Indie Games and the Need for Gatekeepers
by bmckernan
Earlier this year, I posted an article exploring the manner talent agencies serve as cultural gatekeepers. While the post focuses particularly on talent agencies, it also highlights the continuing influence cultural gatekeepers play in both the production and consumption of a significant portion of today’s cultural expression. Recently, Microsoft’s attempt at revitalizing Xbox Live Indie Games and the praise and critiques Microsoft has received for doing so illustrates the continued importance of cultural gatekeepers, even in today’s digital cultural landscape.
Microsoft’s Xbox Live Indie Games provides a digital platform for Xbox Live users to download games made by independent game developers and small game studios not associated with the major publishers. This is certainly an example of today’s convergence culture. The implementation of large hard drive storage devices and emergence of high bandwidth internet connections has helped create an online community that gives small developers an opportunity to connect their cultural products with a potential audience outside the limitations and power implications of the established retail distribution system.
Certainly, we can view this as a positive for both cultural producers and cultural consumers. Freed from the limitations of the established distribution system, small game developers can not only exercise more creative authority in the video games they make but can also receive more significant financial rewards since they no longer need to share the revenue with publishers. On the consumption end, theoretically this platform may provide players with larger variety and potentially more creative assortment of video games to experience.
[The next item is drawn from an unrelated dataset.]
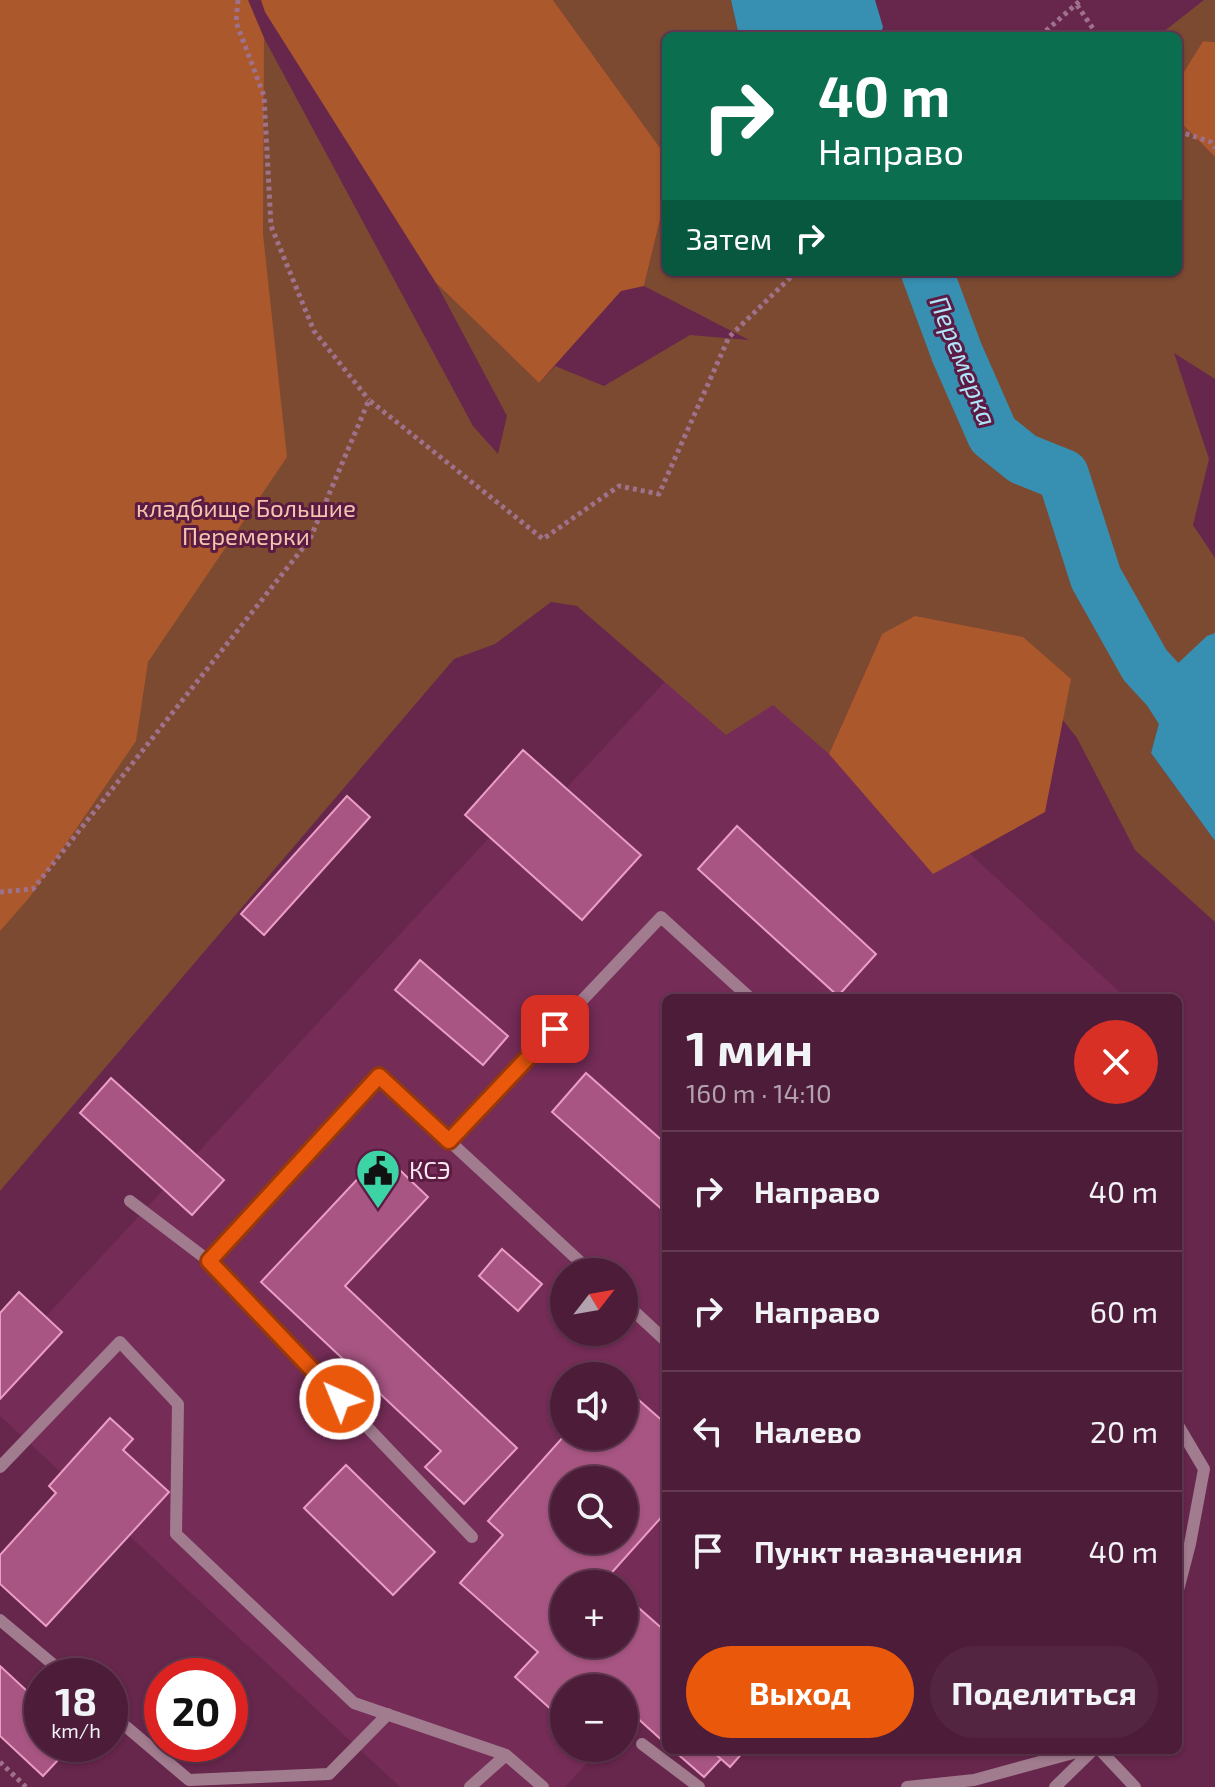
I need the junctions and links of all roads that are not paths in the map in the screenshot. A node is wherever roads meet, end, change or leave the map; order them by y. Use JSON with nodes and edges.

On the other hand, as sociologists, we must be cautious in our evaluation of this developing trend. While it certainly provides an alternative model to the standard means of distributing and consuming video games, as recent critiques of the service illustrate, it has not completely revolutionized the industry. While gamers and game journalists are both excited about Xbox Live Indie Games’ potential, many have expressed frustration with the platform’s navigation system, arguing that it is impossible to decipher which games are worth purchasing out of the sea of possibilities.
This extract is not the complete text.